* [To do] Images aside, return all the entries exactly.

* [Data provided]
[Start of Attachment]
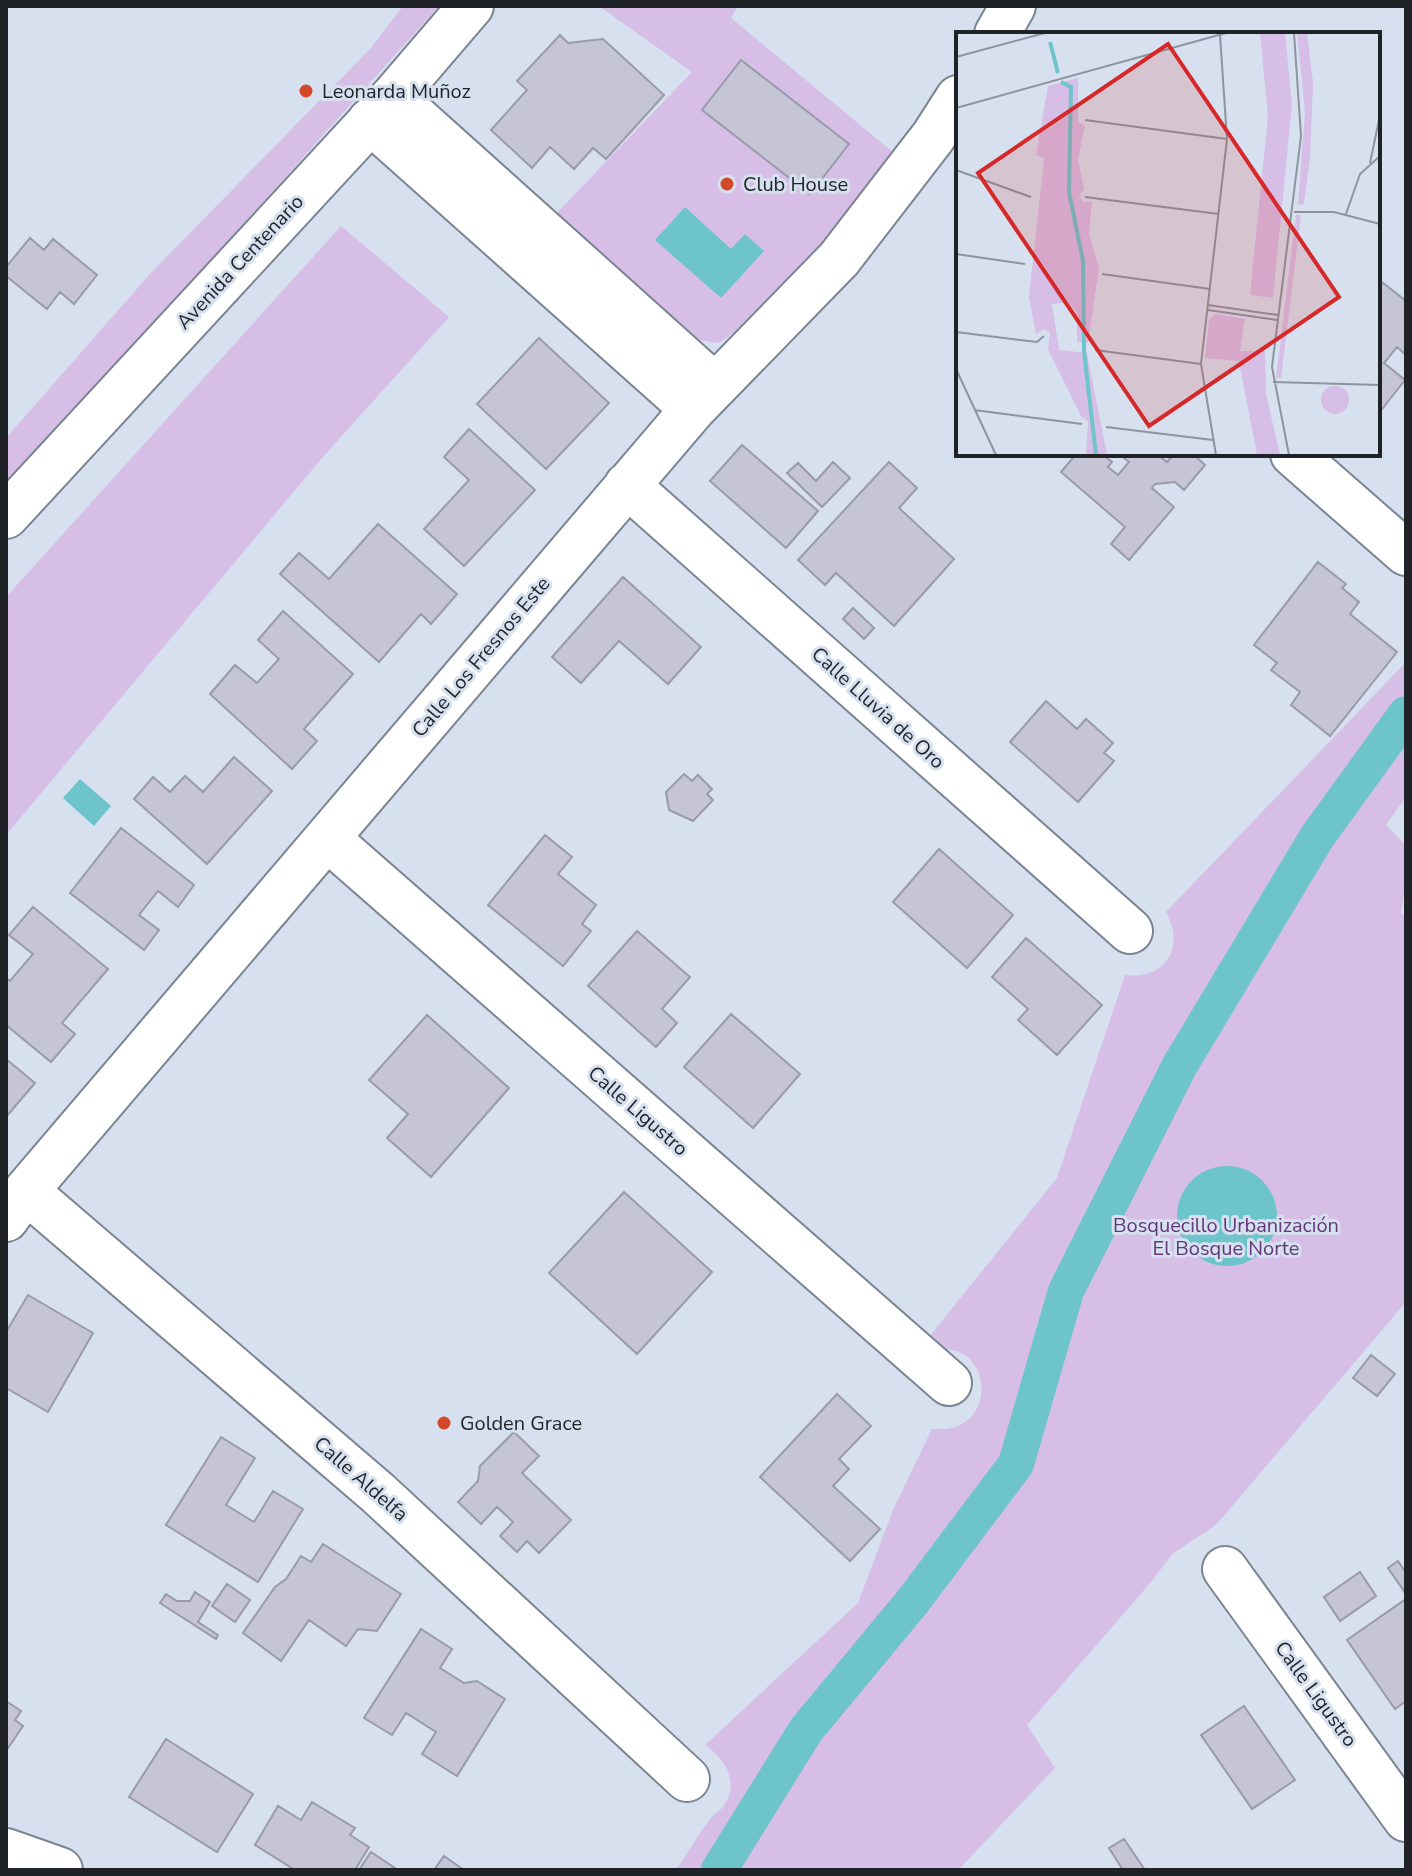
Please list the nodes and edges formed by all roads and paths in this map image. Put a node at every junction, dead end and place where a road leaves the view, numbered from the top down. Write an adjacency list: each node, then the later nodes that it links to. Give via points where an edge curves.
1 (471, 6): 5 (street, Avenida Centenario)
2 (1013, 6): 3 (street)
3 (998, 32)
4 (956, 106): 6 (street, Calle Los Fresnos Este)
5 (381, 109): 7 (street); 10 (street, Avenida Centenario)
6 (945, 148): 7 (street, Calle Los Fresnos Este)
7 (704, 398): 9 (street, Calle Los Fresnos Este)
8 (1295, 456): 11 (street)
9 (627, 485): 12 (street, Calle Los Fresnos Este); 13 (street, Calle Lluvia de Oro)
10 (6, 516)
11 (1406, 553)
12 (328, 839): 14 (street, Calle Los Fresnos Este); 15 (street, Calle Ligustro)
13 (1130, 931)
14 (16, 1205): 17 (street, Calle Aldelfa, via 378,1493)
15 (949, 1383)
16 (1225, 1569): 18 (street, Calle Ligustro)
17 (687, 1779)
18 (1406, 1819)
19 (6, 1851): 20 (street)
20 (60, 1870)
[End of Attachment]
* [Task response]
Please list the nodes and edges formed by all roads and paths in this map image. Put a node at every junction, dead end and place where a road leaves the view, numbered from the top down. Write an adjacency list: each node, then the later nodes that it links to. Give via points where an edge curves.
1 (471, 6): 5 (street, Avenida Centenario)
2 (1013, 6): 3 (street)
3 (998, 32)
4 (956, 106): 6 (street, Calle Los Fresnos Este)
5 (381, 109): 7 (street); 10 (street, Avenida Centenario)
6 (945, 148): 7 (street, Calle Los Fresnos Este)
7 (704, 398): 9 (street, Calle Los Fresnos Este)
8 (1295, 456): 11 (street)
9 (627, 485): 12 (street, Calle Los Fresnos Este); 13 (street, Calle Lluvia de Oro)
10 (6, 516)
11 (1406, 553)
12 (328, 839): 14 (street, Calle Los Fresnos Este); 15 (street, Calle Ligustro)
13 (1130, 931)
14 (16, 1205): 17 (street, Calle Aldelfa, via 378,1493)
15 (949, 1383)
16 (1225, 1569): 18 (street, Calle Ligustro)
17 (687, 1779)
18 (1406, 1819)
19 (6, 1851): 20 (street)
20 (60, 1870)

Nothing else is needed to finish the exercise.